Determine how many lines of this material contain "change". Give only the number.

━━━━

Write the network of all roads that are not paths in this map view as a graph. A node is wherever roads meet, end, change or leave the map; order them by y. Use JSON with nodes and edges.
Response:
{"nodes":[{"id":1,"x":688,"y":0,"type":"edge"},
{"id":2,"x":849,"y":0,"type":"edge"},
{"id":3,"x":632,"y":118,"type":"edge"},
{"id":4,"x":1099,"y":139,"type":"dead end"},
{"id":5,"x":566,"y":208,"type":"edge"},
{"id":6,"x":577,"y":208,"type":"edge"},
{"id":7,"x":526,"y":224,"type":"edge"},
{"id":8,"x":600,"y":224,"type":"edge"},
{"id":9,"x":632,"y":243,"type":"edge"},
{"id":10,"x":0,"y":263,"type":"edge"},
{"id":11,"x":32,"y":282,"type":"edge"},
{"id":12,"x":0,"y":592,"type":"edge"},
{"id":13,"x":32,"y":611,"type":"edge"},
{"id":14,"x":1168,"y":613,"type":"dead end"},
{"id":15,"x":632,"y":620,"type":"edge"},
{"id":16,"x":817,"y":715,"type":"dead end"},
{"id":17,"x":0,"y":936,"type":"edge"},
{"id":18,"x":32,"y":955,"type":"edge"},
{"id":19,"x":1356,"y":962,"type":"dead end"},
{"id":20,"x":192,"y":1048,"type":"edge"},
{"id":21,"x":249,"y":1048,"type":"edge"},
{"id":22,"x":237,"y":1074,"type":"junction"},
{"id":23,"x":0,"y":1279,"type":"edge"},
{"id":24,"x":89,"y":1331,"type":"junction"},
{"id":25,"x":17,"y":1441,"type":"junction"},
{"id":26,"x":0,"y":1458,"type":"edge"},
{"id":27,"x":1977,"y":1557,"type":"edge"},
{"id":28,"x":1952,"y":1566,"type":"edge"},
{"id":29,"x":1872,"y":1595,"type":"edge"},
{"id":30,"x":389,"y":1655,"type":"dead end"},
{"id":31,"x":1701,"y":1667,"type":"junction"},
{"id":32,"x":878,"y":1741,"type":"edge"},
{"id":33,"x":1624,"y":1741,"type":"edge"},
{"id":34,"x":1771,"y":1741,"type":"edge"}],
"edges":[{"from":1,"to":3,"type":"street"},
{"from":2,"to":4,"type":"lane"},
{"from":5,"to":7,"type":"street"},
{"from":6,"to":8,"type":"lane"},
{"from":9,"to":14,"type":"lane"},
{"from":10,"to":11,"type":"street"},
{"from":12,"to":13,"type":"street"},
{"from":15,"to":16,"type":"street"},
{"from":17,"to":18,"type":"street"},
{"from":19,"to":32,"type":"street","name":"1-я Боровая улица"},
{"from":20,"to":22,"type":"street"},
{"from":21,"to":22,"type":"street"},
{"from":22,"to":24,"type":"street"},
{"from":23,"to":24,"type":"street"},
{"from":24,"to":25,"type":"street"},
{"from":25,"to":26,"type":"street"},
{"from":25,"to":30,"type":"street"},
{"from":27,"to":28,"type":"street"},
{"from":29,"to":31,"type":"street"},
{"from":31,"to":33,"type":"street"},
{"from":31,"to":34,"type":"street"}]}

━━━━

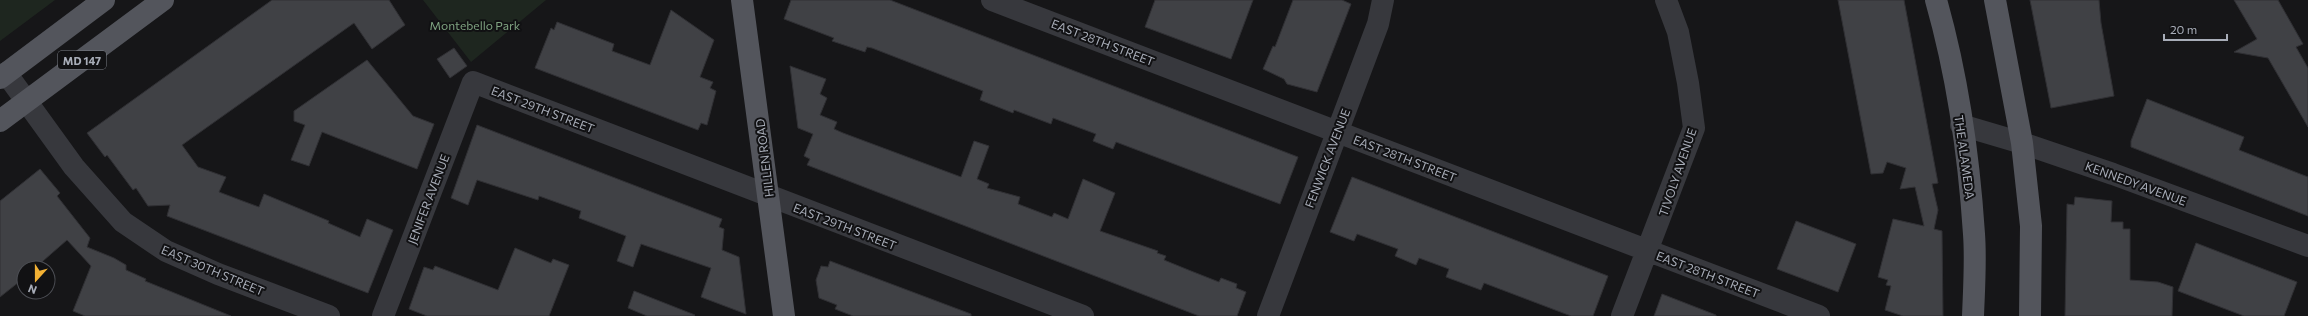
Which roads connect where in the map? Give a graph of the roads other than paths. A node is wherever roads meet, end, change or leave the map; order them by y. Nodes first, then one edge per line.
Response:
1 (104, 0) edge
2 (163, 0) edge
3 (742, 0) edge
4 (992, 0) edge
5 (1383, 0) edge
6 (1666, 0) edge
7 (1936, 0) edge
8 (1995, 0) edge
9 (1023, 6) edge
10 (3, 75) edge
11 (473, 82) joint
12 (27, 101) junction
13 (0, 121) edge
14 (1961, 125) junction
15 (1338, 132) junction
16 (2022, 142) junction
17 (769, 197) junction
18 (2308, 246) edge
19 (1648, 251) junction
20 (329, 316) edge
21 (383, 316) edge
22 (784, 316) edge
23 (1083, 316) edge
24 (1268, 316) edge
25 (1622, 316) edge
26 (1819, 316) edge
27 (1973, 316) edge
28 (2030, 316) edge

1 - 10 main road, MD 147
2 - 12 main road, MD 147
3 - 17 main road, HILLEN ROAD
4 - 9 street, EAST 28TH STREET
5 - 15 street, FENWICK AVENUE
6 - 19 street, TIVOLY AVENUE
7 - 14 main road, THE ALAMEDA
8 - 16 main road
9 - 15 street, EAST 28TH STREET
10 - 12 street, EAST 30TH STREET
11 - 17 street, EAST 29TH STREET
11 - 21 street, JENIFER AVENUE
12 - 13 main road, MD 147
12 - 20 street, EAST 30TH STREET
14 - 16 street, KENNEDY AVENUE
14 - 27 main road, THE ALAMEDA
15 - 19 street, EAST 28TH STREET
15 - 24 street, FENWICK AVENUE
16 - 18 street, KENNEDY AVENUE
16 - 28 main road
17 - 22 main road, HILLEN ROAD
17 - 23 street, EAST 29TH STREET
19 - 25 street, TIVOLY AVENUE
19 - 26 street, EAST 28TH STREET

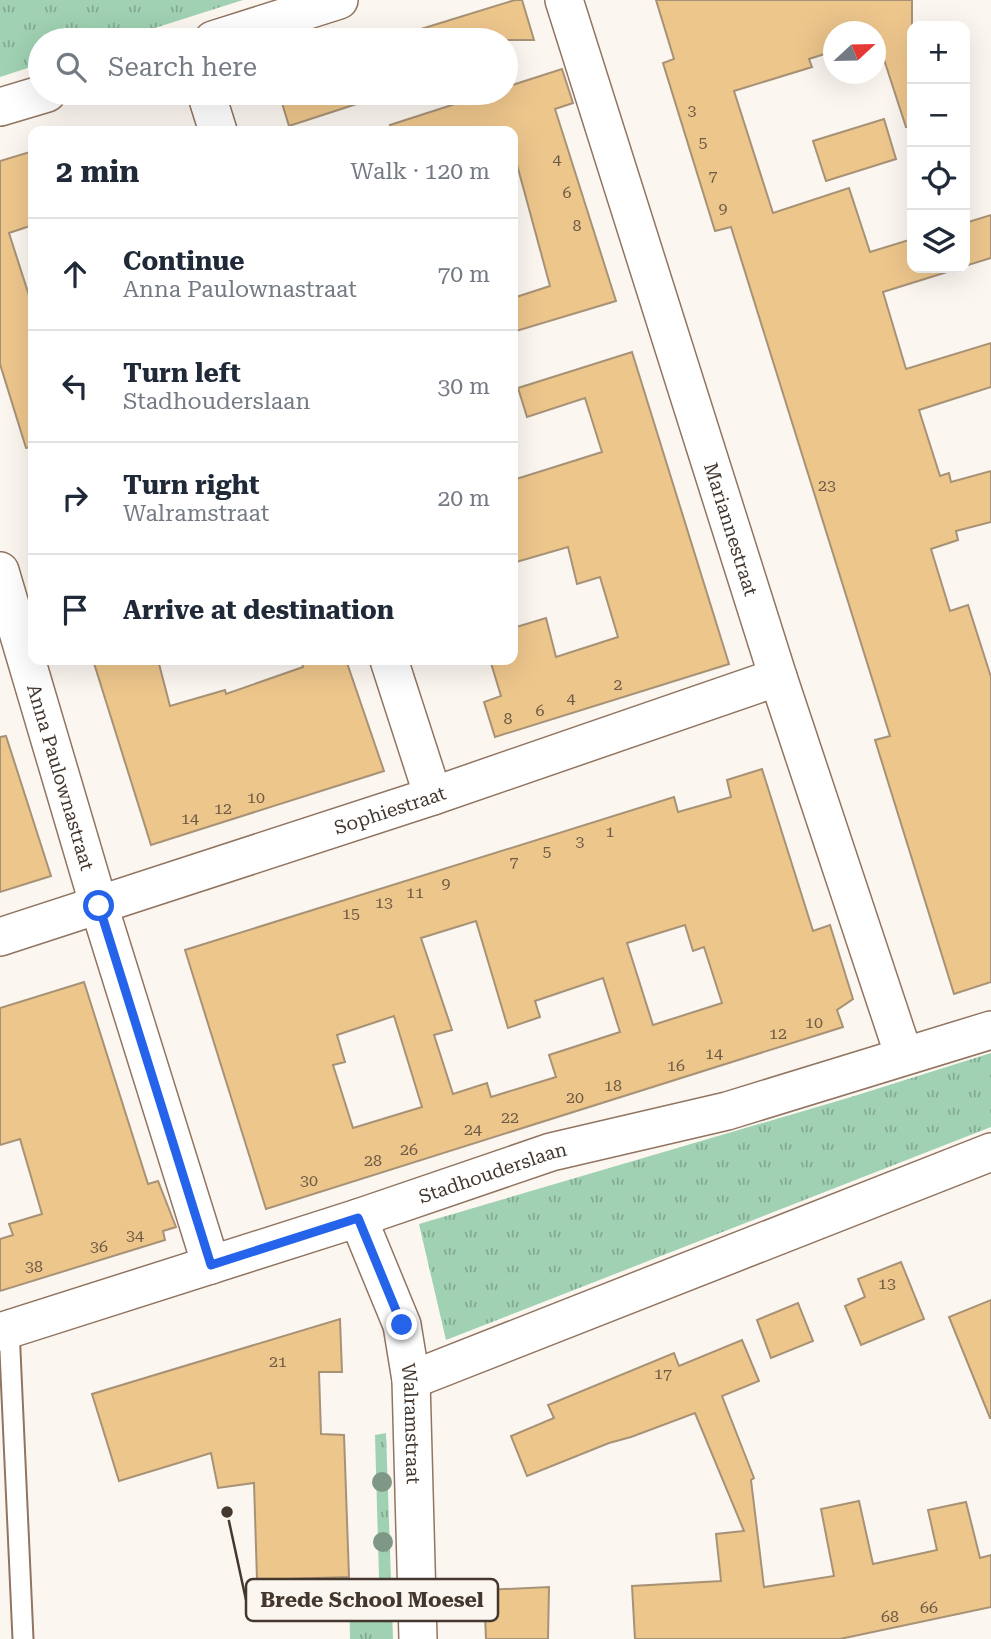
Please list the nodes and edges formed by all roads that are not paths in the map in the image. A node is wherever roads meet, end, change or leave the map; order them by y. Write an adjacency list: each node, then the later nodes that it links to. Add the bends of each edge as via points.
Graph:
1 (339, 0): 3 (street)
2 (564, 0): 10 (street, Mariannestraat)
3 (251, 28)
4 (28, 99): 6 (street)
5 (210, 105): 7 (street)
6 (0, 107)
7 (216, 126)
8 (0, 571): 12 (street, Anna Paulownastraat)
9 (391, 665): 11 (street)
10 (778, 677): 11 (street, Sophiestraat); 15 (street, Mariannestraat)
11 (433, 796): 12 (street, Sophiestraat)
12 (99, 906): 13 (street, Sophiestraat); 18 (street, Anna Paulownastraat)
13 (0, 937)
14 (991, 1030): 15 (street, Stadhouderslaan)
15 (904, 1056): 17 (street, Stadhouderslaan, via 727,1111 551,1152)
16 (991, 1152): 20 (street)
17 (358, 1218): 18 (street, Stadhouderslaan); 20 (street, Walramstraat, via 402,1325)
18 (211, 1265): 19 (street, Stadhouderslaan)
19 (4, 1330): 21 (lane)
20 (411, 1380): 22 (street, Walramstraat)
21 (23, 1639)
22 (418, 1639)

━━━━

**Expected answer**
3